**WHAT IS EXPECTED:** Without altering a single character, set down all of the data below.

**DATA EXTRACTS:**
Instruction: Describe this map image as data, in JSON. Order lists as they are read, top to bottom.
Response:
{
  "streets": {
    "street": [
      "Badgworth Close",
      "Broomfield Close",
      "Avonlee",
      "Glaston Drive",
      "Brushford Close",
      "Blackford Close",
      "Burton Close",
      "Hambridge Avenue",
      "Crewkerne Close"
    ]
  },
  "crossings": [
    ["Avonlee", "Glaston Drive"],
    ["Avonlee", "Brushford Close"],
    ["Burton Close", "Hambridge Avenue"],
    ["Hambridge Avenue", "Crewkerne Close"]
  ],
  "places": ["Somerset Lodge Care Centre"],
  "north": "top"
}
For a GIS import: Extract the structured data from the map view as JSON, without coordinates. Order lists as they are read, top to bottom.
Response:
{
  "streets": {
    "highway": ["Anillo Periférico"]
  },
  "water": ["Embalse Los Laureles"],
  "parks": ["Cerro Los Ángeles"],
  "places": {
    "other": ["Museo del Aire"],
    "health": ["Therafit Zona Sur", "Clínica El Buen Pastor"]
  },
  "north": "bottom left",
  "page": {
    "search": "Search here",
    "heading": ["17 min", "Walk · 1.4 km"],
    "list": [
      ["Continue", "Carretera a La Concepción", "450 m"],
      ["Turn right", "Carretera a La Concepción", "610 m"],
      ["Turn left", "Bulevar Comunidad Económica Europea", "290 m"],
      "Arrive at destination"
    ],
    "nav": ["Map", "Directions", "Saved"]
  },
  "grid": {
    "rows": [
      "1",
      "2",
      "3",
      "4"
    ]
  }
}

**COMPLETED EXERCISE:**
Instruction: Describe this map image as data, in JSON. Order lists as they are read, top to bottom.
Response:
{
  "streets": {
    "street": [
      "Badgworth Close",
      "Broomfield Close",
      "Avonlee",
      "Glaston Drive",
      "Brushford Close",
      "Blackford Close",
      "Burton Close",
      "Hambridge Avenue",
      "Crewkerne Close"
    ]
  },
  "crossings": [
    ["Avonlee", "Glaston Drive"],
    ["Avonlee", "Brushford Close"],
    ["Burton Close", "Hambridge Avenue"],
    ["Hambridge Avenue", "Crewkerne Close"]
  ],
  "places": ["Somerset Lodge Care Centre"],
  "north": "top"
}
For a GIS import: Extract the structured data from the map view as JSON, without coordinates. Order lists as they are read, top to bottom.
Response:
{
  "streets": {
    "highway": ["Anillo Periférico"]
  },
  "water": ["Embalse Los Laureles"],
  "parks": ["Cerro Los Ángeles"],
  "places": {
    "other": ["Museo del Aire"],
    "health": ["Therafit Zona Sur", "Clínica El Buen Pastor"]
  },
  "north": "bottom left",
  "page": {
    "search": "Search here",
    "heading": ["17 min", "Walk · 1.4 km"],
    "list": [
      ["Continue", "Carretera a La Concepción", "450 m"],
      ["Turn right", "Carretera a La Concepción", "610 m"],
      ["Turn left", "Bulevar Comunidad Económica Europea", "290 m"],
      "Arrive at destination"
    ],
    "nav": ["Map", "Directions", "Saved"]
  },
  "grid": {
    "rows": [
      "1",
      "2",
      "3",
      "4"
    ]
  }
}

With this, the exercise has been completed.